Landrieu threatened by rollout of health law

by Walter Pierce

Mary Landrieu needs some good news from the federal health care law - and soon - or an issue that's already tricky for the Democratic U.S. senator's 2014 re-election bid threatens to become a tough hurdle for her campaign.

An AP News Analysis

BATON ROUGE, La. (AP) - Mary Landrieu needs some good news from the federal health care law - and soon - or an issue that's already tricky for the Democratic U.S. senator's 2014 re-election bid threatens to become a tough hurdle for her campaign.

The federally-run website allowing Louisiana residents to sign up for insurance coverage has been dogged with problems. At least 93,000 people in her home state face insurance cancellations because of the federal law. And the state's Republican governor has made sure hundreds of thousands of people who could have received free insurance won't get that benefit.

In a state where President Barack Obama and his health care reform poll as highly unpopular, Landrieu needs something positive to show for the law if she's going to be able to explain her vote that helped pass it and her continuing, strong defense of it.

The three-term senator has a bit of time. The election is still a year away.

But Obama also has realized the trouble the problem-plagued health care rollout could have for the election for Landrieu and other Senate Democrats. He met with them last week to describe planned fixes for the website. Landrieu wouldn't comment on the meeting.

Her chief Republican opponent, U.S. Rep.
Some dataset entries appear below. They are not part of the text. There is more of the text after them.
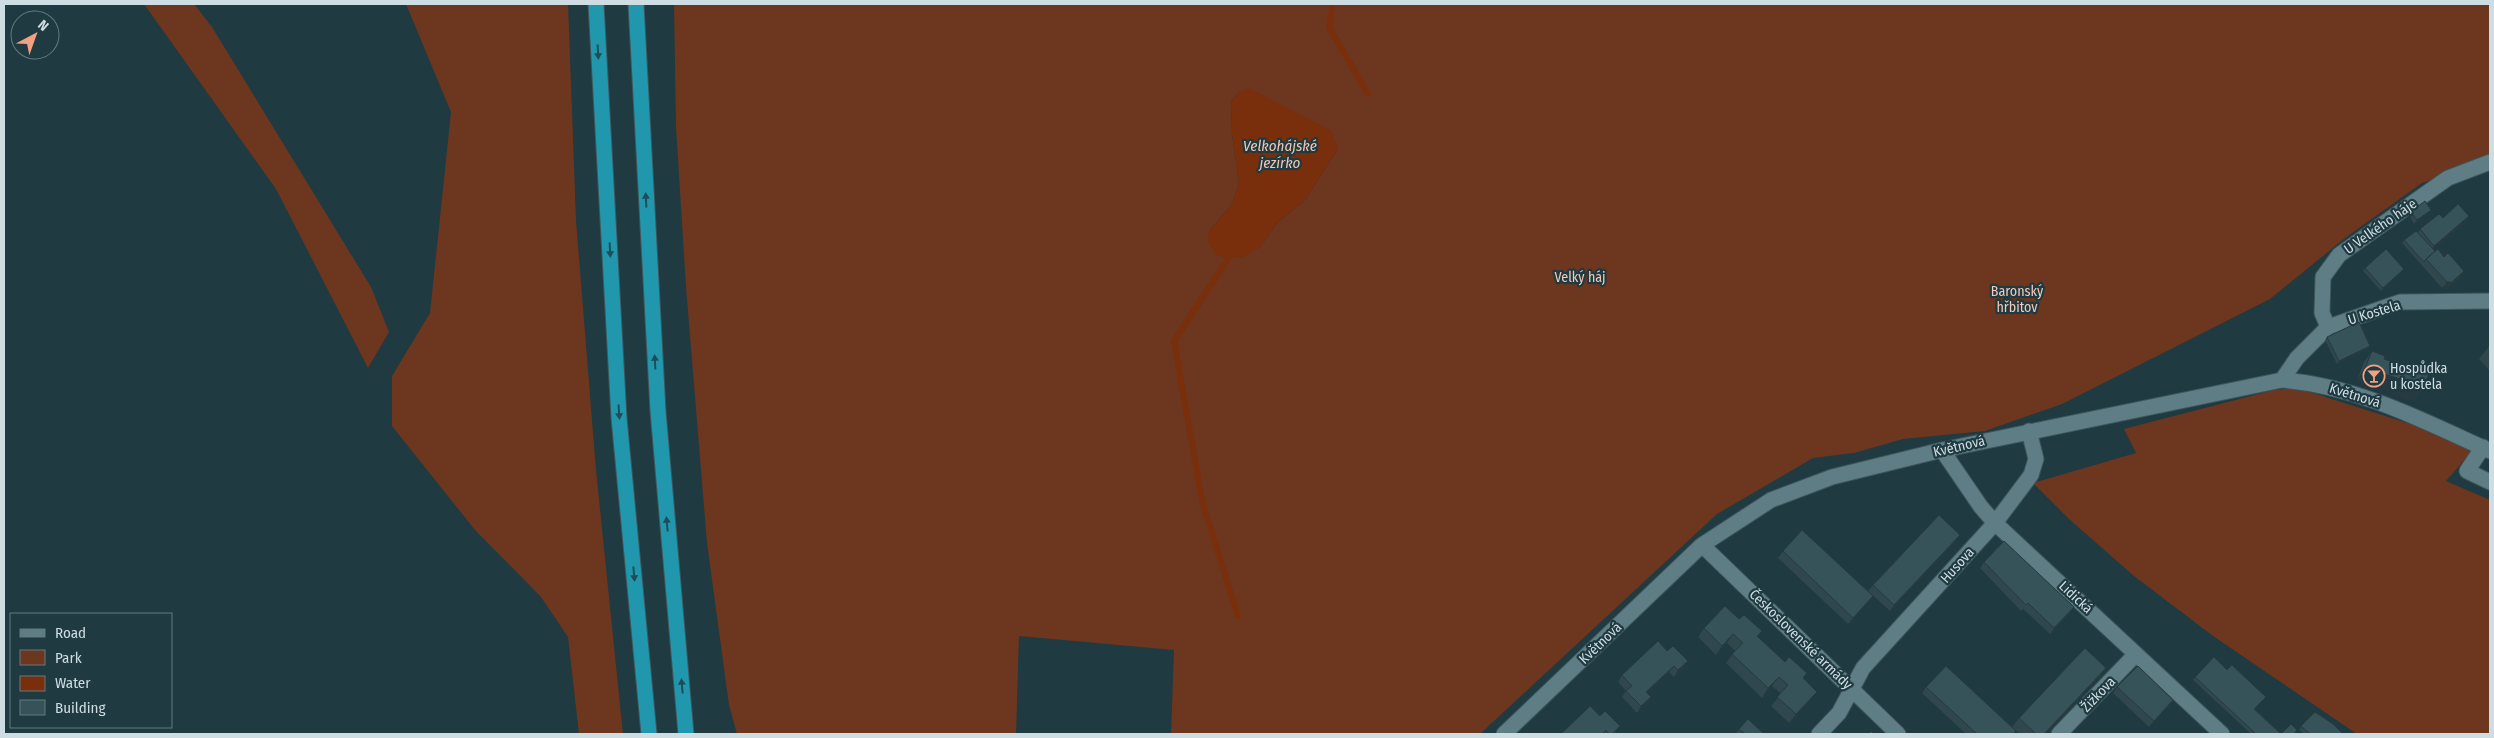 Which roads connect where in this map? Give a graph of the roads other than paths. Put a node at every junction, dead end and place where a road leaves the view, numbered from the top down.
1 (596, 4) edge
2 (636, 4) edge
3 (2490, 162) edge
4 (2490, 301) edge
5 (2328, 327) junction
6 (2282, 380) junction
7 (2029, 431) junction
8 (2487, 449) edge
9 (1942, 450) junction
10 (2490, 482) edge
11 (1995, 523) junction
12 (1702, 545) junction
13 (2136, 654) junction
14 (1852, 688) junction
15 (649, 734) edge
16 (686, 734) edge
17 (1504, 734) edge
18 (1820, 734) edge
19 (1898, 734) edge
20 (2059, 734) edge
21 (2222, 734) edge

1 -> 15 highway
16 -> 2 highway
3 - 5 street, U Velkého háje
4 - 5 street, U Kostela
5 - 6 street, U Kostela
6 - 7 street, Květnová
6 - 8 street, Květnová
7 - 9 street, Květnová
7 - 11 street, Husova
8 - 10 street
9 - 11 street, Lidická
9 - 12 street, Květnová
11 - 13 street, Lidická
11 - 14 street, Husova
12 - 14 street, Československé armády
12 - 17 street, Květnová
13 - 20 street, Žižkova
13 - 21 street, Lidická
14 - 18 street, Husova
14 - 19 street, Československé armády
Bill Cassidy, has seized on the rollout of the health law to blast her. He's used the problems to steer attention away from his own difficulties and questions about his conservative credentials within the GOP.
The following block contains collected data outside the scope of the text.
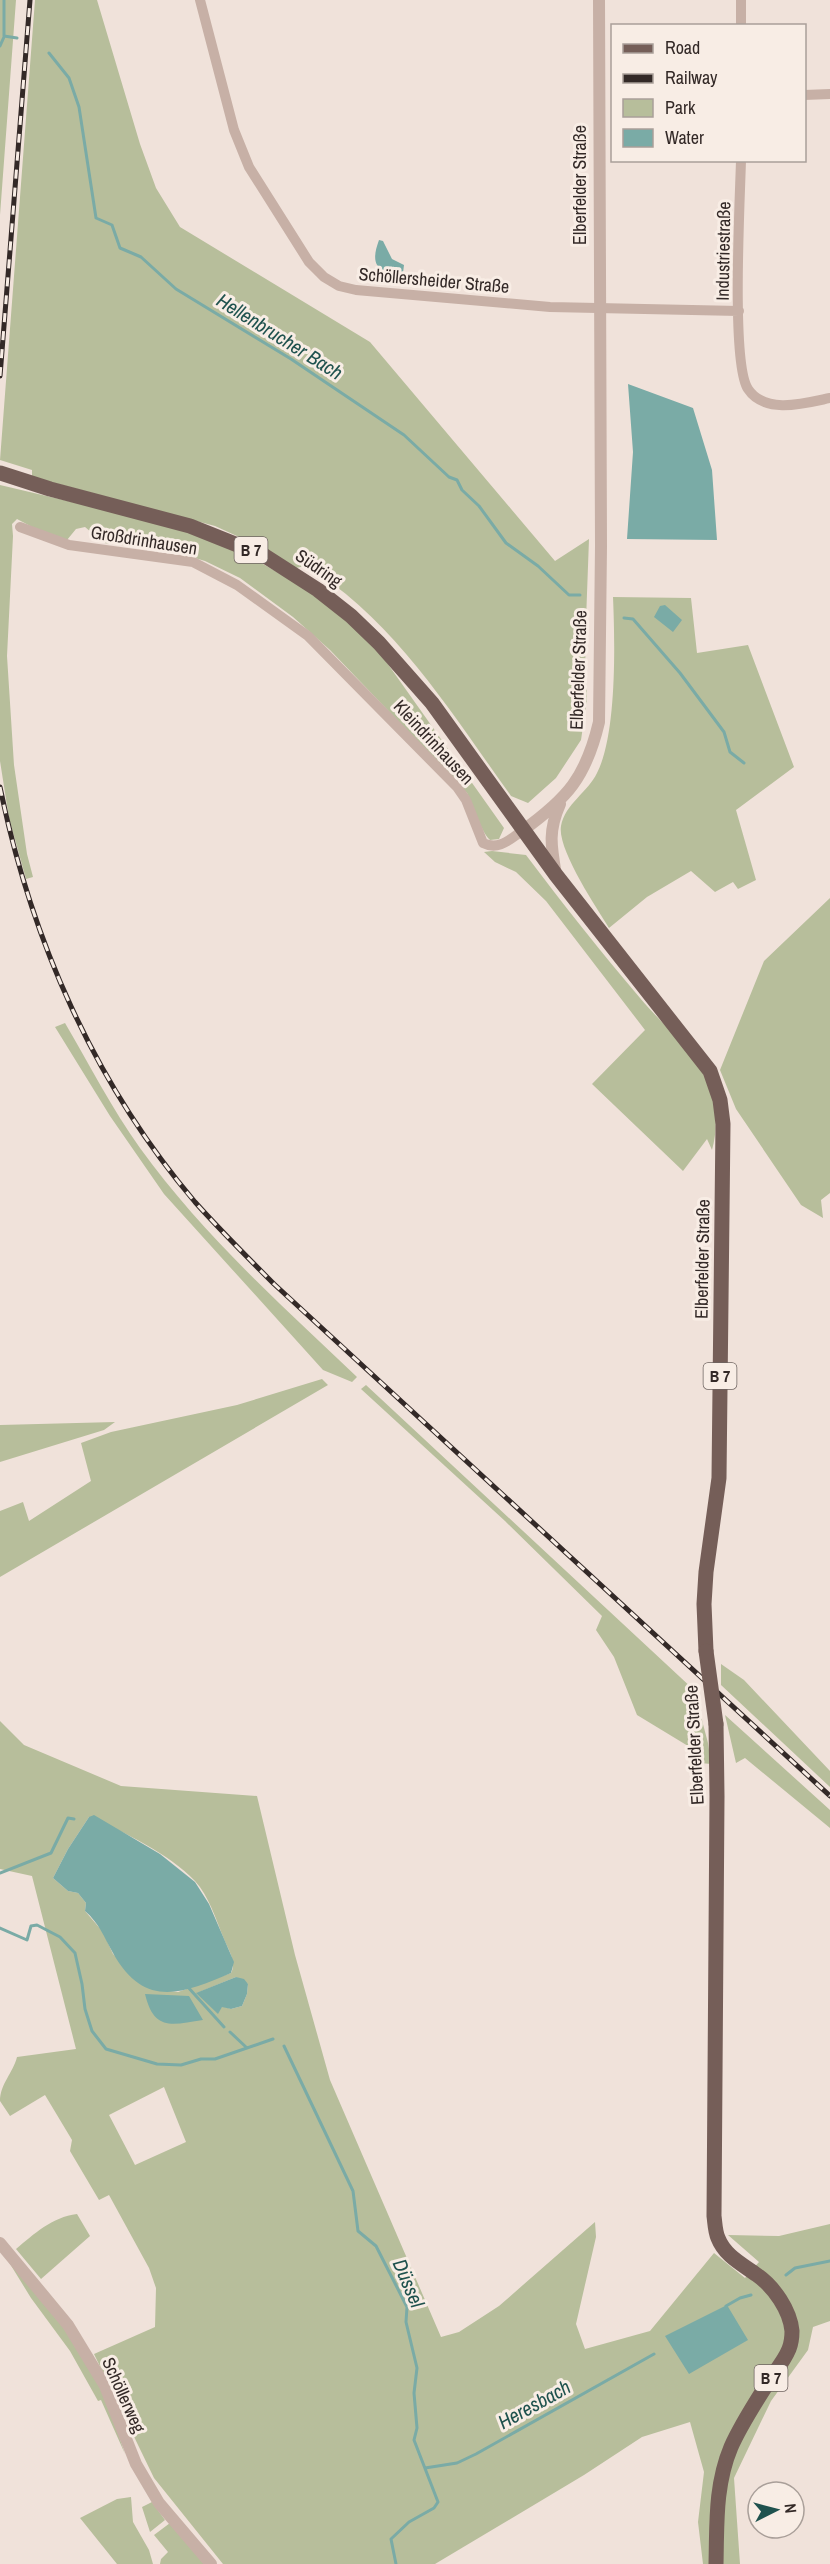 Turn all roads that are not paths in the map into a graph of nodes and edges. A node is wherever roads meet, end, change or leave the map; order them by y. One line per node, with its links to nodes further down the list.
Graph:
1 (200, 0): 8 (street, Schöllersheider Straße)
2 (599, 0): 8 (street, Elberfelder Straße)
3 (741, 0): 4 (street)
4 (741, 24)
5 (830, 94): 6 (street)
6 (806, 95)
7 (741, 162): 9 (street, Industriestraße)
8 (599, 309): 9 (street, Industriestraße); 14 (street, Elberfelder Straße)
9 (739, 311): 10 (street)
10 (830, 398)
11 (0, 473): 15 (main road, Südring / B 7)
12 (20, 527): 13 (street, Großdrinhausen)
13 (339, 667): 15 (street, Kleindrinhausen)
14 (562, 800): 15 (street, Elberfelder Straße); 16 (street)
15 (522, 831): 16 (main road, Elberfelder Straße / B 7)
16 (556, 875): 19 (main road, Elberfelder Straße / B 7, bridge)
17 (0, 2243): 18 (street, Schöllerweg)
18 (212, 2564)
19 (716, 2564)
Cassidy, an opponent of the law known as the Affordable Care Act, has repeatedly voted to repeal it. In recent days, his campaign launched its first attack ad against Landrieu, an online spot that seeks to direct ire over the health revamp to the state's senior senator.

"As the deciding vote for Obamacare, Mary Landrieu is in a panic, not for you, but for her own political career. Typical Washington politician," a narrator says in the Cassidy ad.
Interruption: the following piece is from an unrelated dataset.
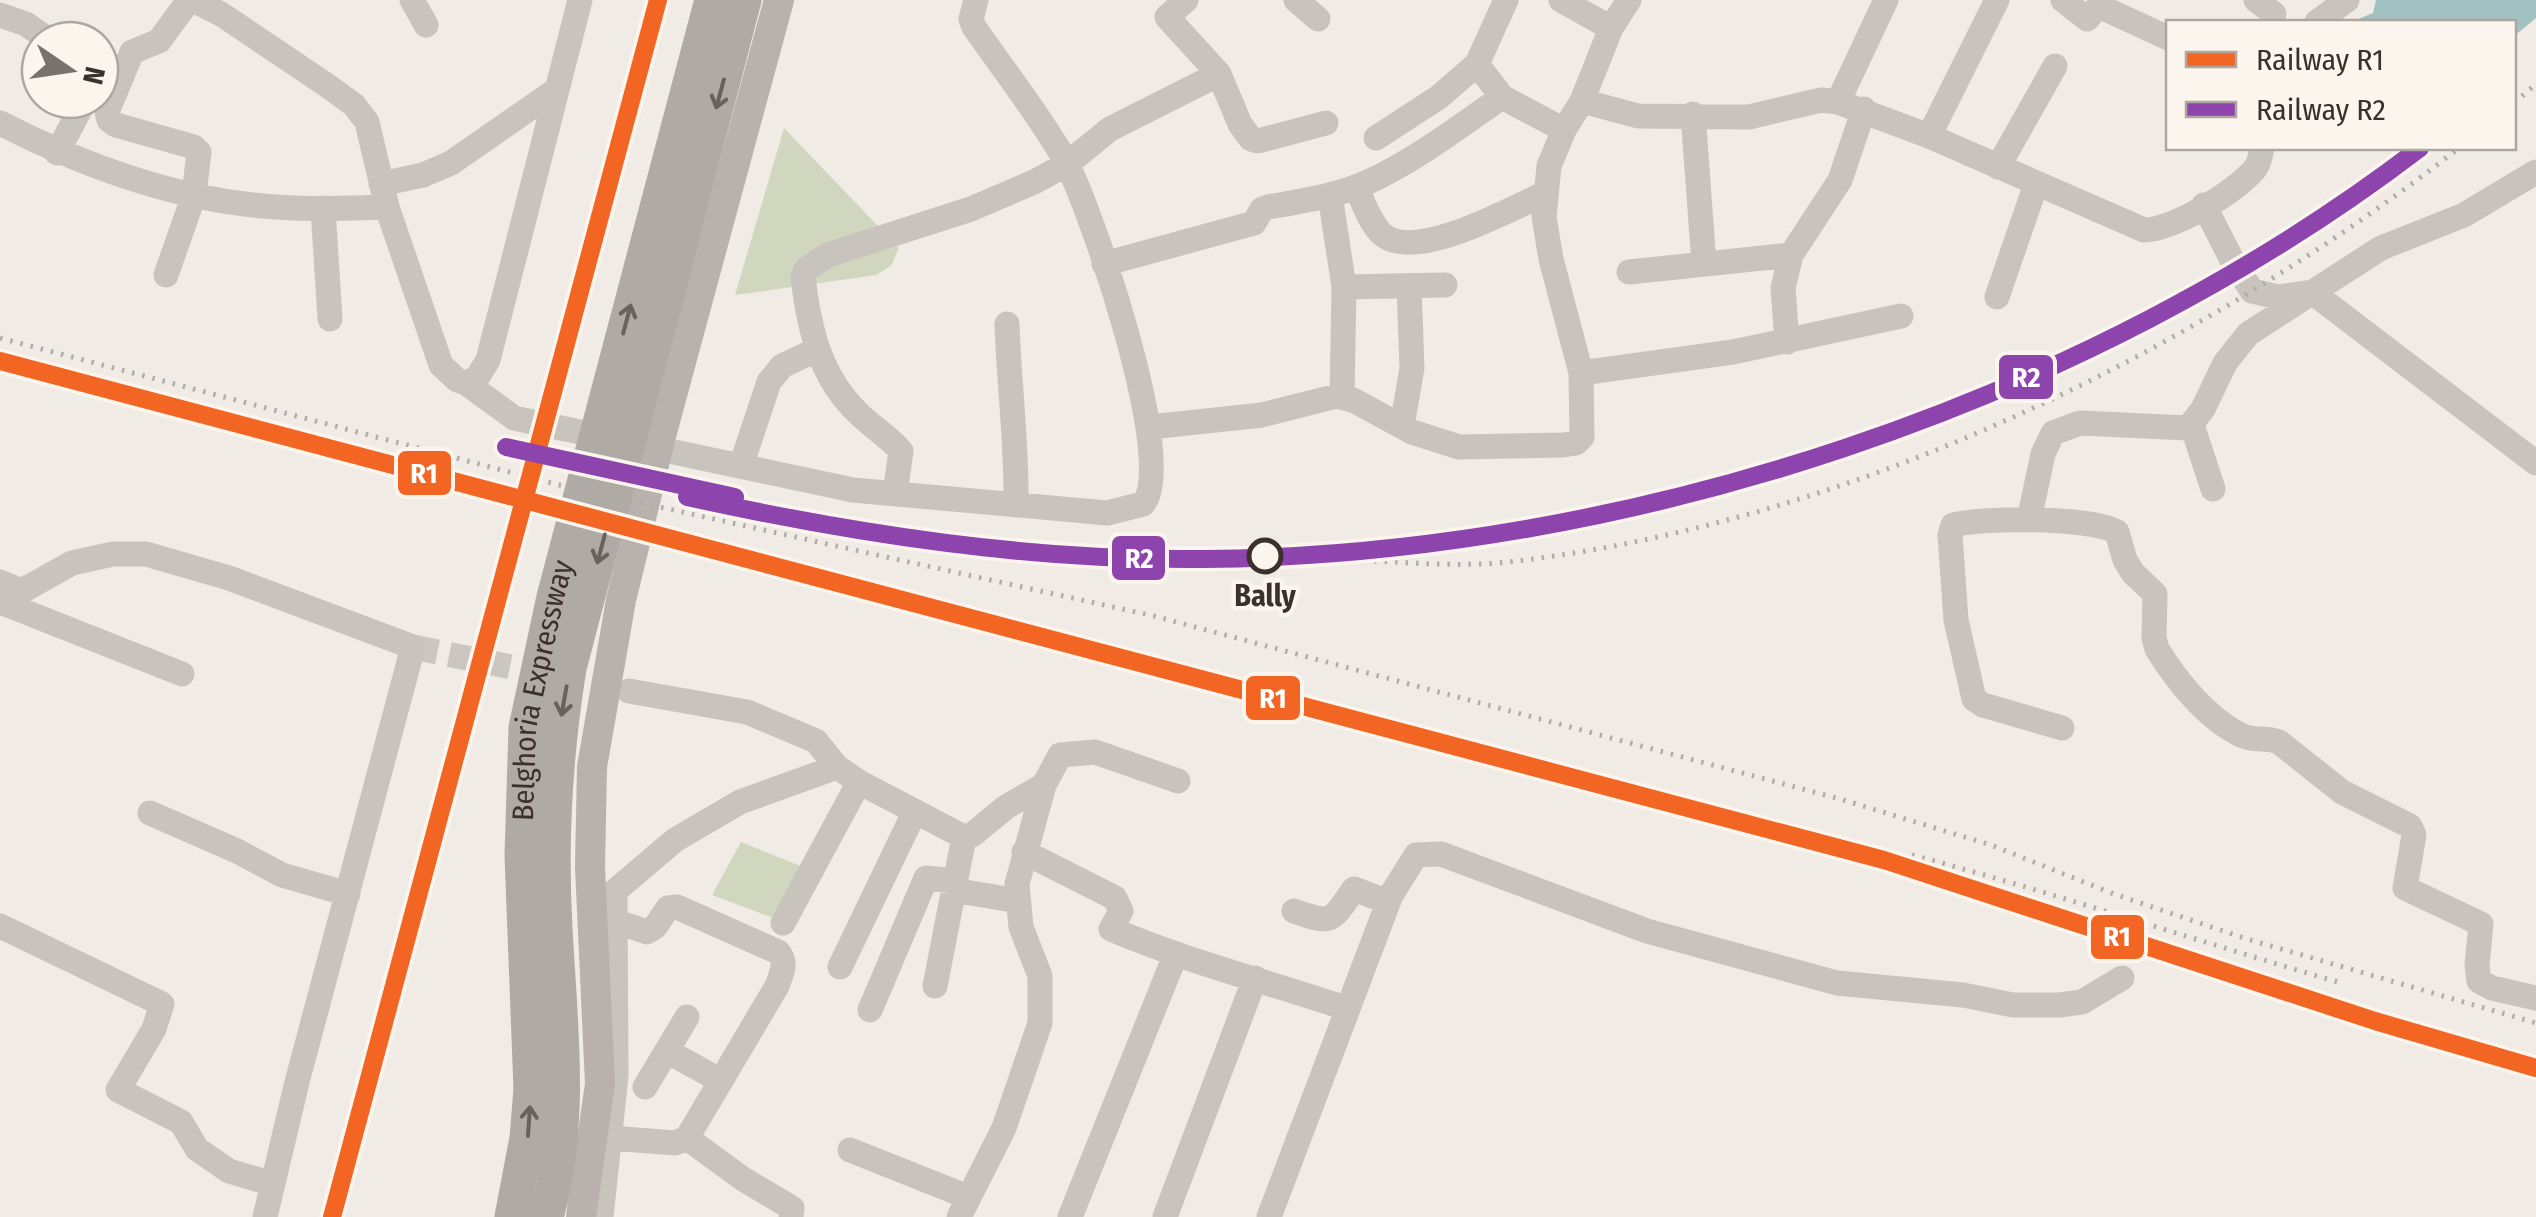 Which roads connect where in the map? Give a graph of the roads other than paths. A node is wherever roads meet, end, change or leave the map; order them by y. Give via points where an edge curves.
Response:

While as many as 344,000 Louisianians are estimated to be eligible for subsidies to buy insurance through the federal online marketplace, the website's launch has been plagued by glitches making it difficult to sign up for coverage. The marketplace offers insurance options for people who are uninsured or who currently pay for individual policies.

The website problems are expected to eventually be fixed. That's the easier hurdle for Landrieu to move past.

But another piece of the health care law rollout appears to contradict statements made by the president and repeated by Landrieu during debate on the law: assurances that if people were content with their health insurance policy, they could keep it under the health overhaul.

That hasn't happened. Instead, insurance companies have sent millions of cancellation notices to individual policy holders.

Insurance Commissioner Jim Donelon's office said nearly 93,000 people in Louisiana won't be able to keep their current insurance plans under the Affordable Care Act because the policies don't meet minimum federal requirements for coverage.

Landrieu stayed staunch in her support of the federal health overhaul during the website computer glitches, but she clearly understands the trouble the wave of canceled insurance policies can cause her. She's introduced a bill to permit insurers to reinstate the canceled plans.

"A promise was made, and this legislation will ensure that this promise is kept," Landrieu said in a statement.

The proposal has yet to gain significant traction with Democrats who would be needed to pass it, however.

Back home, Landrieu's not getting help in framing some benefits of the federal health law from Louisiana's other top leaders, most of whom are Republicans opposed to the overhaul.

For example, Gov. Bobby Jindal has refused to expand Louisiana's Medicaid program under the law, rejecting billions of federal dollars that could have been used to give free health insurance to as many as 400,000 uninsured people, mainly the working poor. He also refused to let the state run its own online marketplace for residents to shop for coverage.

That leaves Landrieu largely on her own to defend her health care vote, waiting and hoping for good news.